Elliot Kember started a quest to find a string that is it's own MD5 hash: The Kember Identity Hash.
There are 1632
(340,282,366,920,938,463,463,374,607,431,768,211,456
) potential results for a hex-encoded MD5 hash. For example:
md5('abc') = '900150983cd24fb0d6963f7d28e17f72' md5('def') = '4ed9407630eb1000c0f6b63842defa7d'
Searching through all the potential hashes is a huge problem because of the gamut. Of course, the size of that gamut is exactly the point of a hash: the number of collisions (two inputs with the same hash) is virtually zero.
Unfortunately, he oversimplified and left one ambiguity regarding case.

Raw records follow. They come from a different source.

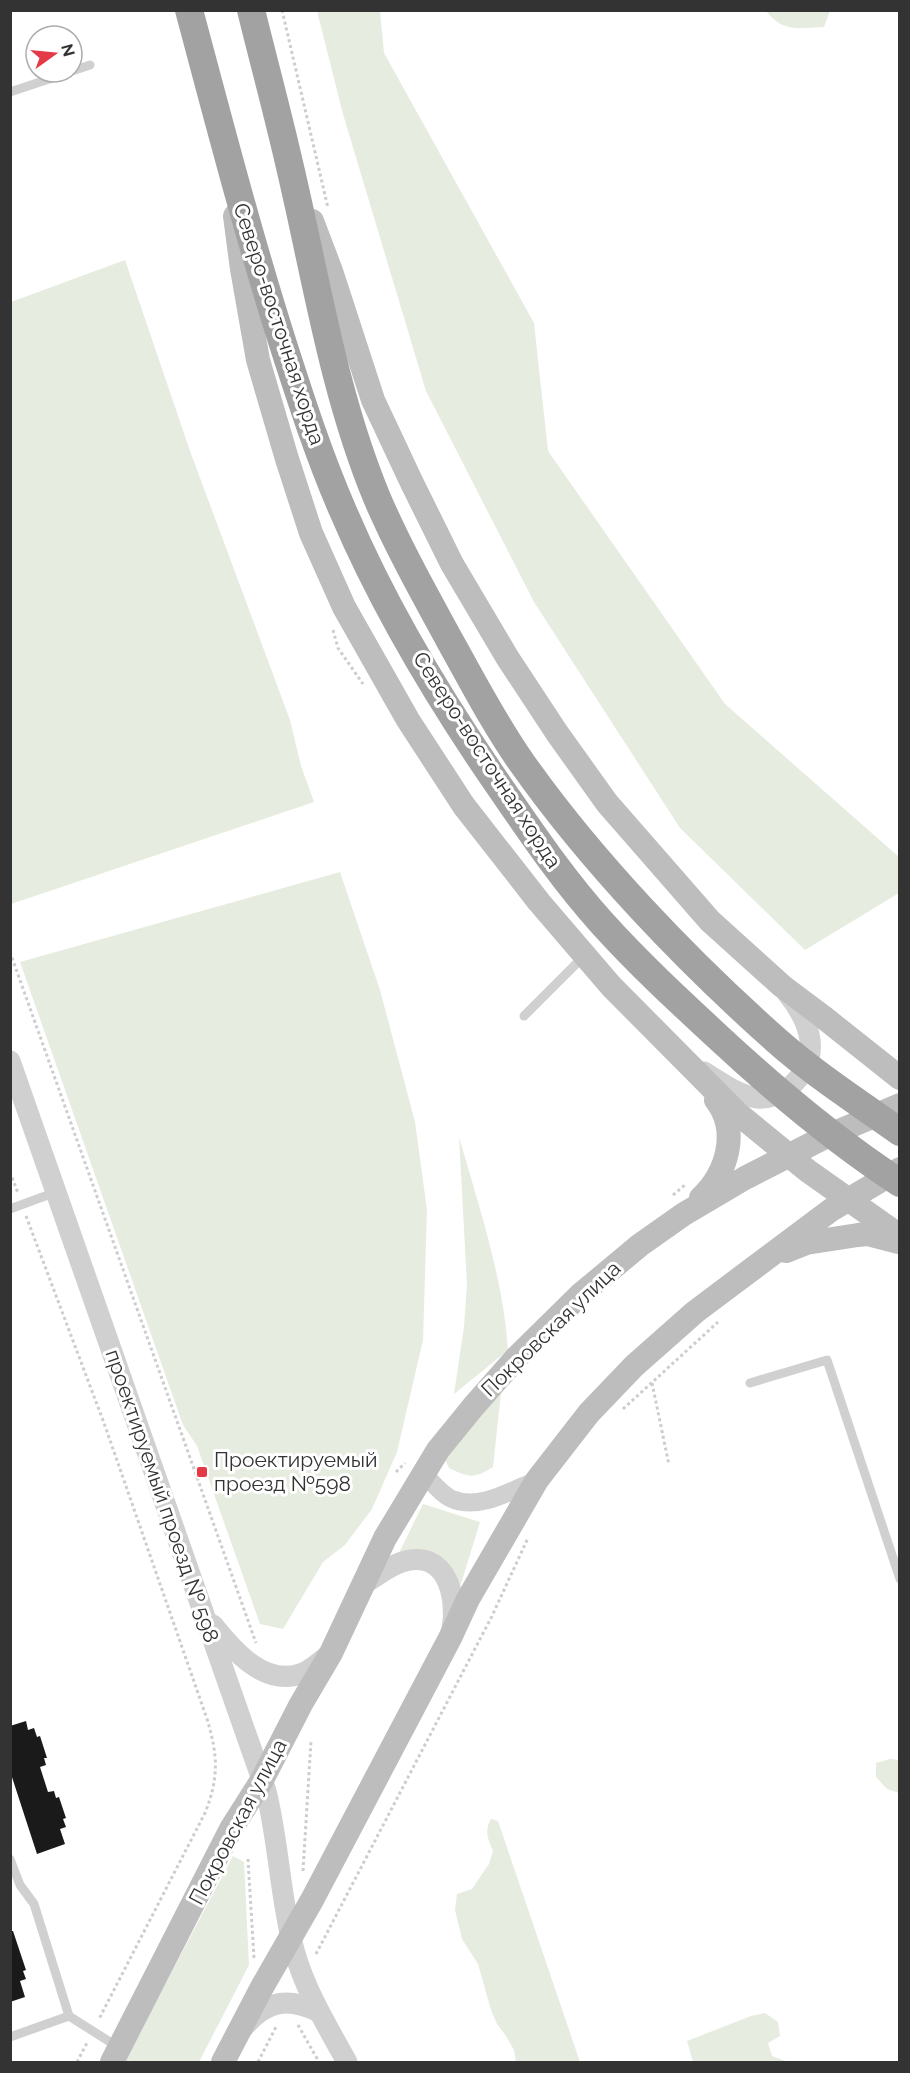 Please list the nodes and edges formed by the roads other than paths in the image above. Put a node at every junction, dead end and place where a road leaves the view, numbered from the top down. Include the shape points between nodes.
1 (189, 10) edge
2 (251, 10) edge
3 (90, 65) dead end
4 (84, 67) edge
5 (34, 84) edge
6 (10, 92) edge
7 (229, 163) junction
8 (290, 165) junction
9 (585, 955) junction
10 (782, 986) junction
11 (524, 1016) dead end
12 (681, 1057) junction
13 (10, 1061) edge
14 (900, 1078) edge
15 (900, 1105) edge
16 (900, 1132) edge
17 (788, 1155) junction
18 (900, 1168) edge
19 (900, 1183) edge
20 (56, 1192) junction
21 (847, 1199) junction
22 (10, 1209) edge
23 (684, 1214) junction
24 (900, 1236) edge
25 (900, 1242) edge
26 (762, 1261) junction
27 (750, 1383) dead end
28 (424, 1474) junction
29 (537, 1480) junction
30 (900, 1579) edge
31 (365, 1583) junction
32 (201, 1611) junction
33 (450, 1638) junction
34 (330, 1653) junction
35 (262, 1780) junction
36 (10, 1859) edge
37 (291, 1936) junction
38 (319, 2012) junction
39 (69, 2016) junction
40 (238, 2033) junction
41 (10, 2037) edge
42 (116, 2055) edge
43 (223, 2062) edge
44 (347, 2062) edge

1 - 7 highway, Северо-восточная хорда
2 - 8 highway, Северо-восточная хорда
3 - 4 lane
5 - 6 lane
7 - 9 main road via 258,360 320,554 344,607 408,720 464,806
7 - 19 highway, Северо-восточная хорда via 309,425 343,512 439,696 549,858 601,921 662,985 748,1065 816,1123
8 - 10 main road via 331,271 373,400 452,564 507,657 607,803 711,921
8 - 16 highway, Северо-восточная хорда via 348,413 377,498 417,582 521,762 632,897 702,970 778,1042
9 - 11 lane
9 - 12 main road
10 - 12 street via 807,1024 810,1037 809,1059 789,1088 775,1096 759,1098 736,1092
10 - 14 main road
12 - 17 main road via 737,1113
12 - 23 main road via 719,1105 729,1134 724,1167 712,1188
13 - 20 street, проектируемый проезд № 598
15 - 17 main road, Покровская улица
17 - 21 main road
17 - 23 main road, Покровская улица
18 - 21 main road
20 - 22 lane
20 - 32 street, проектируемый проезд № 598
21 - 24 main road
21 - 26 main road
23 - 28 main road, Покровская улица via 580,1295 517,1357 438,1450
25 - 26 main road via 858,1234 806,1243
26 - 29 main road via 695,1312 634,1366 589,1413
27 - 30 lane via 827,1360
28 - 29 street via 450,1499 470,1504
28 - 31 main road, Покровская улица via 385,1538
29 - 33 main road via 468,1599
31 - 33 street via 392,1566 412,1560 438,1567 453,1594
31 - 34 main road, Покровская улица
32 - 34 street via 242,1657 270,1674 304,1673
32 - 35 street, проектируемый проезд № 598
33 - 37 main road
34 - 35 main road, Покровская улица
35 - 37 street, проектируемый проезд № 598
35 - 42 main road, Покровская улица via 231,1829
36 - 39 lane via 20,1885 34,1904
37 - 38 street, проектируемый проезд № 598
37 - 40 main road
38 - 40 street via 303,2004 283,2002 260,2012
38 - 44 street, проектируемый проезд № 598
39 - 41 lane
39 - 42 lane via 93,2031
40 - 43 main road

However, based on his examples, I've assumed he's referring to an all-lowercase string.
So far I've checked about 28,571,075,396,407
hashes to see if they match their source. That's around 0%
coverage.
To get a handle on how tiny a percentage this is, visualize a progress bar for the search. It should be about 32,025,260
light years wide. The Milky Way, just for reference, is only around 100,000
light years wide, and our nearest neighbor galaxy (Andromeda) is a mere 2,500,000
light years away.
On this progress bar, the portion that I've completed would be one inch wide.
As you can see, the odds of success are fairly low. And according to analysis by ograll, the odds of a match existing at all is around 67%.
Part of his quest was soliciting searchers from others. I wrote one in Groovy, using the JRE-supplied MessageDigest implementation. It now runs on my office workstation when I'm not using it (running 32-bit Windows XP).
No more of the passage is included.